The investigators concluded that this cohort study provided evidence that exposure to maternal infections during fetal life increased risk of autism and likely depression in the child, and whilst individual risk was perceived as small, effect as a population was much larger.3 Professor Kristina Adams Waldorf, co-leader of the study and professor of obstetrics and gynecology at the University of Washington, Seattle, United States, said “Parts of the fetal brain are exquisitely vulnerable to damage from infection and inflammation, especially areas involving social and emotional function,” further adding that this could help explain the association of increased risk to autism and emotive disorders (such as depression) with infection and inflammation during pregnancy.5 Prof. Adams Waldorf stated, “We should aggressively act to prevent and treat infections during pregnancy when we can,” and expressed a growing concern of pregnant women avoiding the influenza vaccine, explaining that risk is not only to the mother but to their infants too.5 Indeed, the Centers for Disease Control and Prevention also advise that pregnant women should receive the nasal spray flu vaccine to protect both the mother and the baby as this can reduce the risk of hospitalization with influenza by 40%, and protect the baby from influenza for several months post-partum.6 It has also been suggested that an imperative strategy to maintain maternal and infant health is educating pregnant women on the importance of prevention, early identification and treatment of infectious diseases.3,7

 

  1. Loughran A, Tuomanen E. Blood borne: bacterial components in mother’s blood influence fetal development. Inflamm Cell Signal. 2016;3(4). pii:e1421.
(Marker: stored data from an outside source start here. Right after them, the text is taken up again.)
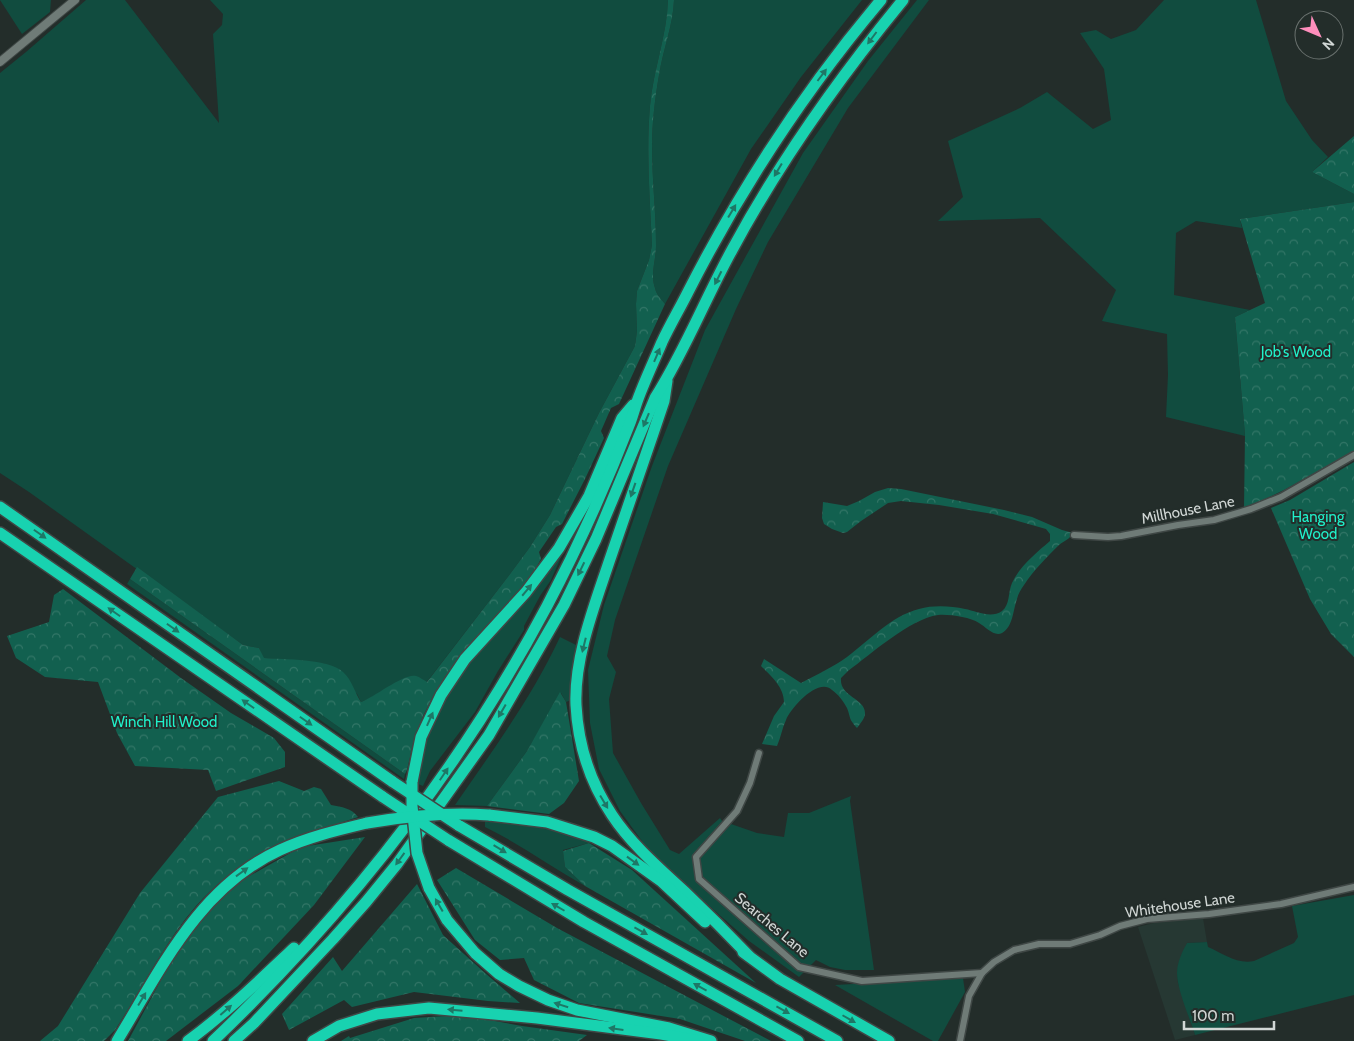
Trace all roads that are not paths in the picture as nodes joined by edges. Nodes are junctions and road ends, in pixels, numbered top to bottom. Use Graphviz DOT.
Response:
graph roads {
  1 [pos="74,0"];
  2 [pos="881,0"];
  3 [pos="903,0"];
  4 [pos="0,62"];
  5 [pos="668,377"];
  6 [pos="638,400"];
  7 [pos="1354,455"];
  8 [pos="0,507"];
  9 [pos="0,533"];
  10 [pos="1074,535"];
  11 [pos="759,753"];
  12 [pos="1354,887"];
  13 [pos="327,922"];
  14 [pos="748,956"];
  15 [pos="982,973"];
  16 [pos="117,1041"];
  17 [pos="188,1041"];
  18 [pos="213,1041"];
  19 [pos="234,1041"];
  20 [pos="313,1041"];
  21 [pos="699,1041"];
  22 [pos="711,1041"];
  23 [pos="798,1041"];
  24 [pos="838,1041"];
  25 [pos="889,1041"];
  26 [pos="960,1041"];
  1 -- 4 [label="street"];
  6 -- 2 [label="highway, one-way"];
  3 -- 5 [label="highway, one-way"];
  5 -- 14 [label="highway, one-way"];
  5 -- 19 [label="highway, one-way"];
  13 -- 6 [label="highway, one-way"];
  22 -- 6 [label="highway, one-way, bridge"];
  7 -- 10 [label="street, Millhouse Lane"];
  8 -- 24 [label="highway, one-way, bridge"];
  23 -- 9 [label="highway, one-way, bridge"];
  11 -- 15 [label="street, Searches Lane"];
  12 -- 15 [label="street, Whitehouse Lane"];
  17 -- 13 [label="highway, one-way"];
  13 -- 18 [label="highway"];
  16 -- 14 [label="highway, one-way, bridge"];
  14 -- 25 [label="highway, one-way"];
  15 -- 26 [label="street, Whitehouse Lane"];
  21 -- 20 [label="highway, one-way"];
}
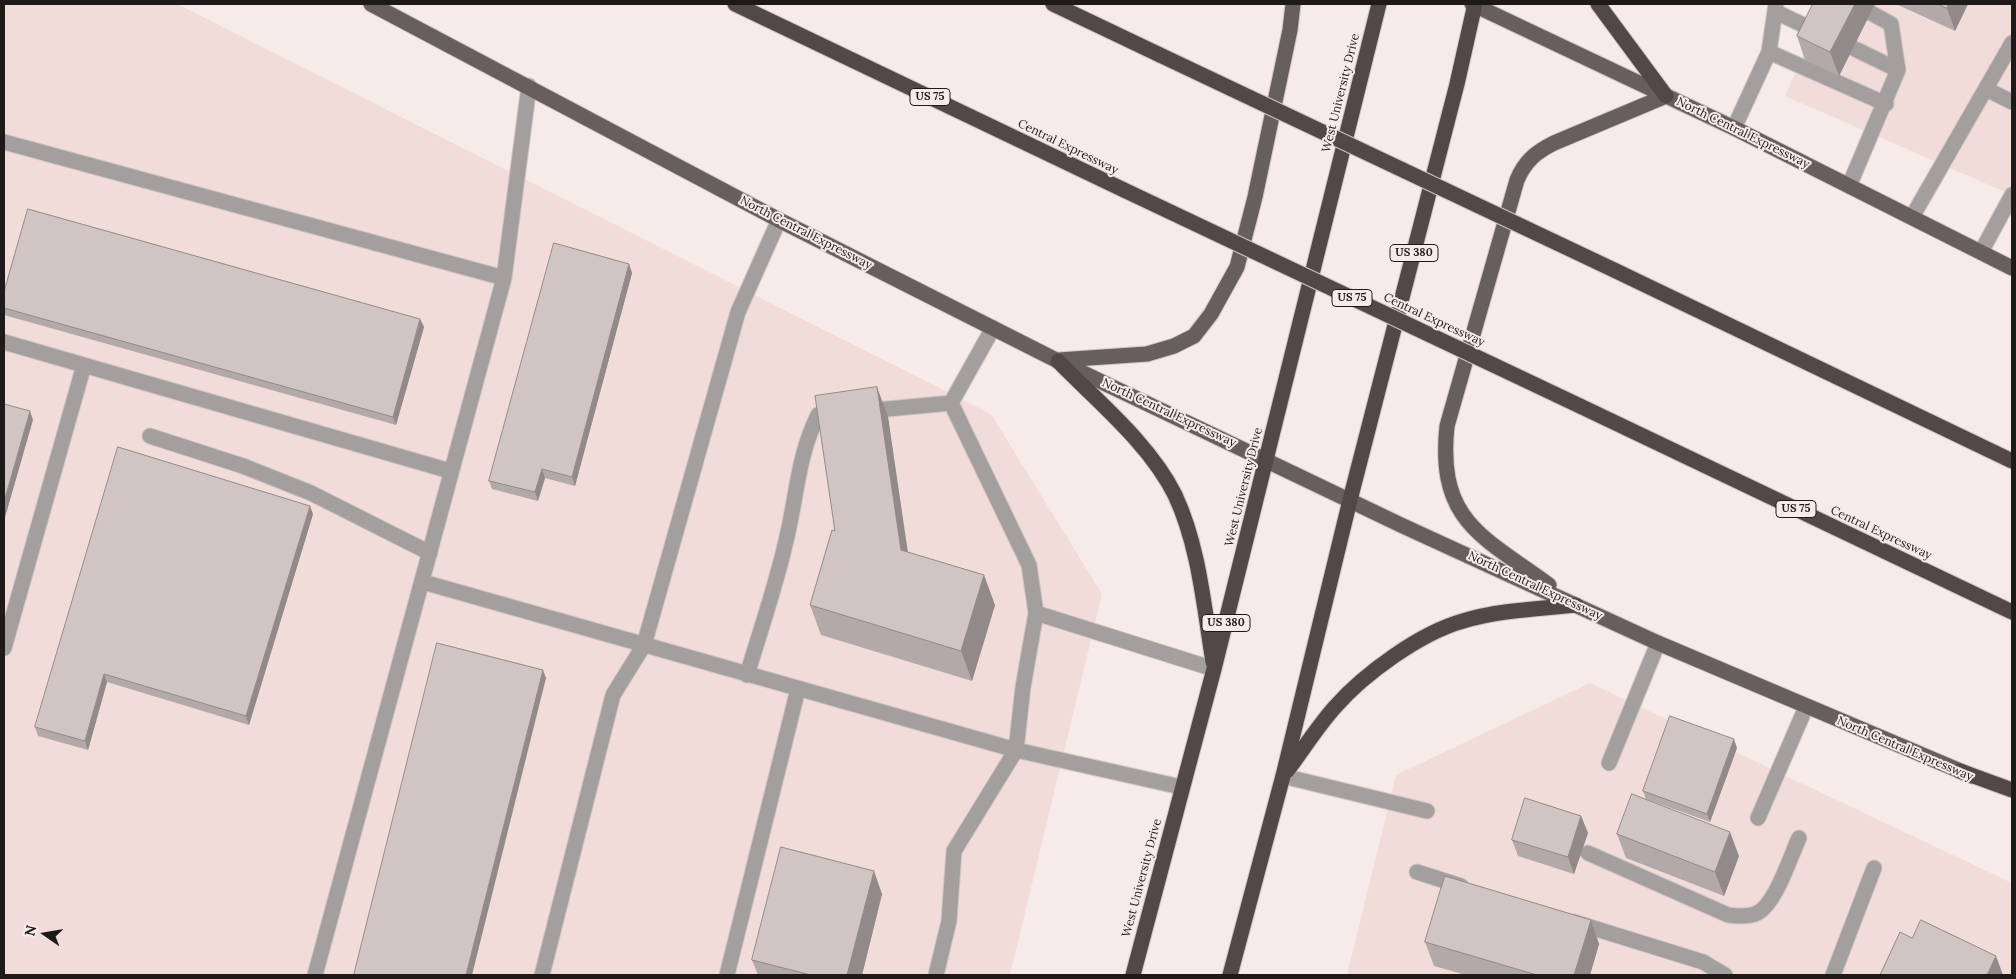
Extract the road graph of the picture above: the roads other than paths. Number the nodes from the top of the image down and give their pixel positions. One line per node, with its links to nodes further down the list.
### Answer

  2. Adams Waldorf K, McAdams R. Influence of infection during pregnancy on fetal development. Reproduction. 2013;146(5):R151-62.
  3. al-Haddad B, Jacobsson B, Chabra S, et al. Long-term Risk of Neuropsychiatric Disease After Exposure to Infection in Utero. JAMA Psychiatry. 2019. [Epub ahead of print].
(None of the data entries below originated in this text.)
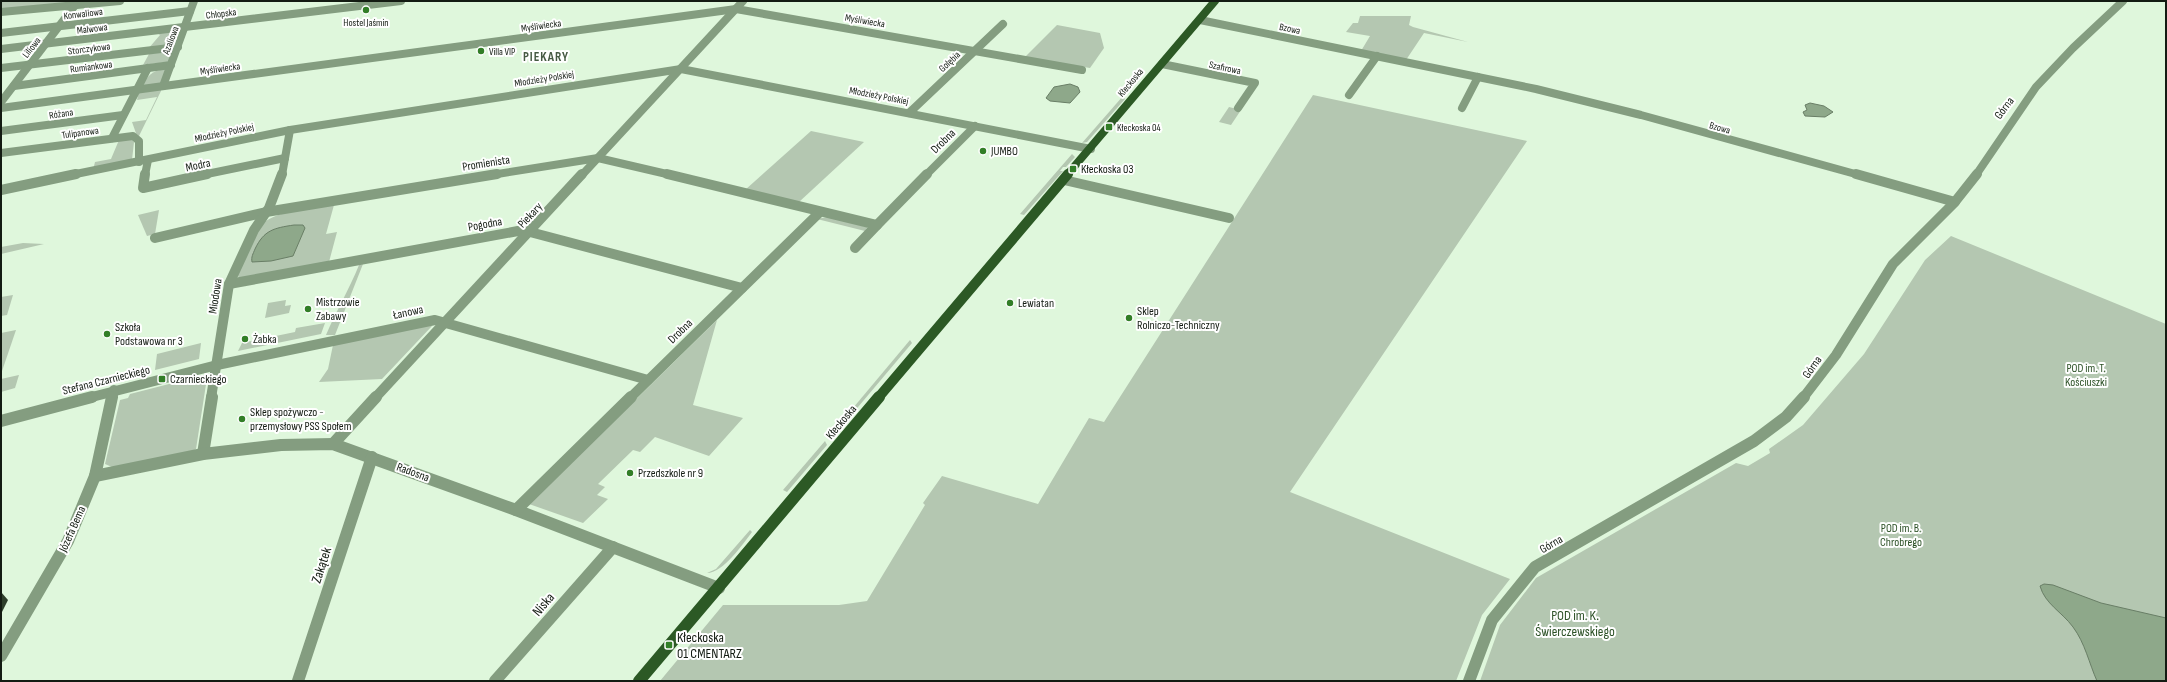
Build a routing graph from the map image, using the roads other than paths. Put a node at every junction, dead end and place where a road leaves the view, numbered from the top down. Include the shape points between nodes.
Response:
1 (120, 1) edge
2 (194, 1) edge
3 (401, 1) edge
4 (743, 1) edge
5 (1215, 1) edge
6 (2123, 1) edge
7 (76, 4) junction
8 (736, 9) junction
9 (190, 11) junction
10 (1, 12) edge
11 (1200, 20) junction
12 (1003, 24) dead end
13 (59, 26) junction
14 (186, 27) junction
15 (1, 33) edge
16 (46, 44) junction
17 (178, 47) junction
18 (1, 49) edge
19 (976, 50) junction
20 (1377, 56) junction
21 (30, 64) junction
22 (1162, 64) junction
23 (171, 65) junction
24 (1, 68) edge
25 (148, 68) junction
26 (681, 68) junction
27 (1082, 70) dead end
28 (1478, 77) junction
29 (14, 86) junction
30 (163, 86) junction
31 (137, 90) junction
32 (1349, 95) dead end
33 (1, 102) edge
34 (1, 108) edge
35 (1238, 108) dead end
36 (1462, 108) dead end
37 (909, 113) junction
38 (123, 114) junction
39 (976, 126) junction
40 (290, 130) junction
41 (1, 131) edge
42 (112, 138) junction
43 (1091, 149) junction
44 (1, 153) edge
45 (285, 158) junction
46 (598, 158) junction
47 (148, 160) junction
48 (139, 162) junction
49 (1064, 180) junction
50 (1, 190) edge
51 (1955, 202) junction
52 (266, 212) junction
53 (820, 212) junction
54 (1229, 218) dead end
55 (877, 225) junction
56 (530, 232) junction
57 (155, 238) dead end
58 (855, 248) dead end
59 (229, 284) junction
60 (742, 288) junction
61 (446, 322) junction
62 (217, 365) junction
63 (648, 380) junction
64 (114, 390) junction
65 (1, 421) edge
66 (333, 444) junction
67 (204, 454) junction
68 (372, 457) junction
69 (95, 476) junction
70 (516, 510) junction
71 (613, 547) junction
72 (719, 588) junction
73 (1, 656) edge
74 (298, 681) edge
75 (495, 681) edge
76 (639, 681) edge
77 (1469, 681) edge

1 - 7 street
2 - 9 street, Azaliowa
3 - 14 street, Chłopska
4 - 8 street, Piekary
5 - 11 main road, Kłeckoska
6 - 51 street, Górna via 2036,87
7 - 10 street
7 - 13 street, Liliowa
8 - 19 street, Myśliwiecka
8 - 26 street, Piekary
8 - 30 street, Myśliwiecka
9 - 13 street, Konwaliowa
9 - 14 street, Azaliowa
11 - 20 street, Bzowa
11 - 22 main road, Kłeckoska
12 - 19 street, Gołębia
13 - 15 street, Konwaliowa
13 - 16 street, Liliowa
14 - 16 street, Malwowa
14 - 17 street, Azaliowa
16 - 18 street, Malwowa
16 - 21 street, Liliowa
17 - 21 street, Storczykowa
17 - 23 street, Azaliowa
19 - 27 street, Myśliwiecka
19 - 37 street, Gołębia
20 - 28 street, Bzowa
20 - 32 street
21 - 24 street, Storczykowa
21 - 29 street, Liliowa
22 - 35 street, Szafirowa via 1255,83
22 - 43 main road, Kłeckoska
23 - 25 street, Rumiankowa
23 - 30 street, Azaliowa
25 - 29 street, Rumiankowa
25 - 31 street
26 - 37 street, Młodzieży Polskiej
26 - 40 street, Młodzieży Polskiej
26 - 46 street, Piekary
28 - 36 street
28 - 51 street, Bzowa via 1648,117
29 - 33 street, Liliowa
30 - 31 street, Myśliwiecka
31 - 34 street, Myśliwiecka
31 - 38 street
37 - 39 street, Młodzieży Polskiej
38 - 41 street, Różana
38 - 42 street
39 - 43 street, Młodzieży Polskiej
39 - 55 street, Drobna
40 - 45 street, Miodowa
40 - 47 street, Młodzieży Polskiej
42 - 44 street, Tulipanowa
42 - 48 street, Tulipanowa via 137,138
43 - 49 main road, Kłeckoska
45 - 47 street, Modra via 143,188
45 - 52 street, Miodowa via 284,170
46 - 52 street, Promienista
46 - 53 street, Promienista
46 - 56 street, Piekary
47 - 48 street, Młodzieży Polskiej
48 - 50 street, Młodzieży Polskiej
49 - 54 street
49 - 72 main road, Kłeckoska
51 - 77 street, Górna via 1900,255 1817,383 1772,430 1718,464 1535,567 1492,620
52 - 57 street, Promienista
52 - 59 street, Miodowa via 254,230
53 - 55 street
53 - 60 street, Drobna
55 - 58 street, Drobna
56 - 59 street, Pogodna via 518,230
56 - 60 street, Pogodna
56 - 61 street, Piekary
59 - 62 street, Miodowa
60 - 63 street, Drobna
61 - 62 street, Łanowa via 435,320
61 - 63 street, Łanowa
61 - 66 street, Piekary
62 - 64 street, Stefana Czarnieckiego
62 - 67 street, Miodowa
63 - 70 street, Drobna
64 - 65 street, Stefana Czarnieckiego
64 - 69 street, Józefa Bema
66 - 67 street, Radosna via 281,445
66 - 68 street, Radosna
67 - 69 street, Radosna
68 - 70 street, Radosna
68 - 74 street, Zakątek
69 - 73 street, Józefa Bema via 68,541
70 - 71 street, Radosna
71 - 72 street, Radosna
71 - 75 street, Niska
72 - 76 main road, Kłeckoska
  4. Canetta S, Bao Y, Co M, et al. Serological documentation of maternal influenza exposure and bipolar disorder in adult offspring. Am J Psychiatry. 2014;171(5):557-63.
  5. Pregnancy infection increases a child’s autism, suicide risk. University of Washington School of Medicine. 2019. (Accessed March 15, 2019, at https://newsroom.uw.edu/news/pregnancy-infection-increases-child%E2%80%99s-autism-suicide-risk).
  6. Pregnancy Women & Influenza (Flu). Centers for Disease Control and Prevention. 2019. (Accessed March 14, 2019, at https://www.cdc.gov/flu/protect/vaccine/pregnant.htm).
  7. Kourtis A, Read J, Jamieson D. Pregnancy and Infection. N Engl J Med. 2014;370(23):2211-18.